[Stored data entries]
▶
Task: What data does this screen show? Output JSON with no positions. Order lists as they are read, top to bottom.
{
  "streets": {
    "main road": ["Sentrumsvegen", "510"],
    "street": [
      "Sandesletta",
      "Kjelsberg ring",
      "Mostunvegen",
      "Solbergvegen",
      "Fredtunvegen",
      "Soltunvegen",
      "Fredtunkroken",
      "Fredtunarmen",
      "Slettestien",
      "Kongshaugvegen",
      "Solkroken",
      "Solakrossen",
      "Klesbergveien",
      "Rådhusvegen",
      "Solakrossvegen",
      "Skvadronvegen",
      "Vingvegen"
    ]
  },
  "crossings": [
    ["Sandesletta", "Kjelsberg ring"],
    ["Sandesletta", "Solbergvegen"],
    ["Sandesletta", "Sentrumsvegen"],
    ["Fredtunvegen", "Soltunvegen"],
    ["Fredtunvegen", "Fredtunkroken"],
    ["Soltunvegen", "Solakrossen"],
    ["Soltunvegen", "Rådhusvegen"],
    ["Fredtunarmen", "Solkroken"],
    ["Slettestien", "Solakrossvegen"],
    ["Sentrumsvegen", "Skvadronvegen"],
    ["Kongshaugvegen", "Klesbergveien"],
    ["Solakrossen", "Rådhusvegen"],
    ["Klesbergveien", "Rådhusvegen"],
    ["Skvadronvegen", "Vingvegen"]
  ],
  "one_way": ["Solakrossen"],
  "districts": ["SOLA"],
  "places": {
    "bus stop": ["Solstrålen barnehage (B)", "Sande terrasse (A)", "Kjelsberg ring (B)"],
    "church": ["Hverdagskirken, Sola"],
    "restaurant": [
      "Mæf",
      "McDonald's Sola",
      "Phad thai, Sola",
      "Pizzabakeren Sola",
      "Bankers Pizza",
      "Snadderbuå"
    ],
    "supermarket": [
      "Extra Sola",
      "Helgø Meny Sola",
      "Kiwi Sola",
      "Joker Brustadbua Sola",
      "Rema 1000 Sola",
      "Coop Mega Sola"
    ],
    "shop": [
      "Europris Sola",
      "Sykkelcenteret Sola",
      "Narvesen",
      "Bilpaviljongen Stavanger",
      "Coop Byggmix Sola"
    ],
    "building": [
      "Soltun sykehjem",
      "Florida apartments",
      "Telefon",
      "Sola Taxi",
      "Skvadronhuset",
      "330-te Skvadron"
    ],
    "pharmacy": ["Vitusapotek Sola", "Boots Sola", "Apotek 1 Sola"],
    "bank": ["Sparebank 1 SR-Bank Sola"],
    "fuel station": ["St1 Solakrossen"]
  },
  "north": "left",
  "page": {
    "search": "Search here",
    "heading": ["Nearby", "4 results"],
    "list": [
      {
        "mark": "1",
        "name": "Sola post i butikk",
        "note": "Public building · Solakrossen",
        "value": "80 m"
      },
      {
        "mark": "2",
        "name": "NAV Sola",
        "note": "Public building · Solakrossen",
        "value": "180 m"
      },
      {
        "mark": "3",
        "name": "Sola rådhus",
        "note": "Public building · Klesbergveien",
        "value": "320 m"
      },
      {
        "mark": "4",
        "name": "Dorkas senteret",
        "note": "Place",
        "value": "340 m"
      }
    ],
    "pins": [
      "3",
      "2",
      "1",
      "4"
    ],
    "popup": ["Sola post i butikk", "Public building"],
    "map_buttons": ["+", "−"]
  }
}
◀
An exact copy of all the records above is needed.

Task: What data does this screen show? Output JSON with no positions. Order lists as they are read, top to bottom.
{
  "streets": {
    "main road": ["Sentrumsvegen", "510"],
    "street": [
      "Sandesletta",
      "Kjelsberg ring",
      "Mostunvegen",
      "Solbergvegen",
      "Fredtunvegen",
      "Soltunvegen",
      "Fredtunkroken",
      "Fredtunarmen",
      "Slettestien",
      "Kongshaugvegen",
      "Solkroken",
      "Solakrossen",
      "Klesbergveien",
      "Rådhusvegen",
      "Solakrossvegen",
      "Skvadronvegen",
      "Vingvegen"
    ]
  },
  "crossings": [
    ["Sandesletta", "Kjelsberg ring"],
    ["Sandesletta", "Solbergvegen"],
    ["Sandesletta", "Sentrumsvegen"],
    ["Fredtunvegen", "Soltunvegen"],
    ["Fredtunvegen", "Fredtunkroken"],
    ["Soltunvegen", "Solakrossen"],
    ["Soltunvegen", "Rådhusvegen"],
    ["Fredtunarmen", "Solkroken"],
    ["Slettestien", "Solakrossvegen"],
    ["Sentrumsvegen", "Skvadronvegen"],
    ["Kongshaugvegen", "Klesbergveien"],
    ["Solakrossen", "Rådhusvegen"],
    ["Klesbergveien", "Rådhusvegen"],
    ["Skvadronvegen", "Vingvegen"]
  ],
  "one_way": ["Solakrossen"],
  "districts": ["SOLA"],
  "places": {
    "bus stop": ["Solstrålen barnehage (B)", "Sande terrasse (A)", "Kjelsberg ring (B)"],
    "church": ["Hverdagskirken, Sola"],
    "restaurant": [
      "Mæf",
      "McDonald's Sola",
      "Phad thai, Sola",
      "Pizzabakeren Sola",
      "Bankers Pizza",
      "Snadderbuå"
    ],
    "supermarket": [
      "Extra Sola",
      "Helgø Meny Sola",
      "Kiwi Sola",
      "Joker Brustadbua Sola",
      "Rema 1000 Sola",
      "Coop Mega Sola"
    ],
    "shop": [
      "Europris Sola",
      "Sykkelcenteret Sola",
      "Narvesen",
      "Bilpaviljongen Stavanger",
      "Coop Byggmix Sola"
    ],
    "building": [
      "Soltun sykehjem",
      "Florida apartments",
      "Telefon",
      "Sola Taxi",
      "Skvadronhuset",
      "330-te Skvadron"
    ],
    "pharmacy": ["Vitusapotek Sola", "Boots Sola", "Apotek 1 Sola"],
    "bank": ["Sparebank 1 SR-Bank Sola"],
    "fuel station": ["St1 Solakrossen"]
  },
  "north": "left",
  "page": {
    "search": "Search here",
    "heading": ["Nearby", "4 results"],
    "list": [
      {
        "mark": "1",
        "name": "Sola post i butikk",
        "note": "Public building · Solakrossen",
        "value": "80 m"
      },
      {
        "mark": "2",
        "name": "NAV Sola",
        "note": "Public building · Solakrossen",
        "value": "180 m"
      },
      {
        "mark": "3",
        "name": "Sola rådhus",
        "note": "Public building · Klesbergveien",
        "value": "320 m"
      },
      {
        "mark": "4",
        "name": "Dorkas senteret",
        "note": "Place",
        "value": "340 m"
      }
    ],
    "pins": [
      "3",
      "2",
      "1",
      "4"
    ],
    "popup": ["Sola post i butikk", "Public building"],
    "map_buttons": ["+", "−"]
  }
}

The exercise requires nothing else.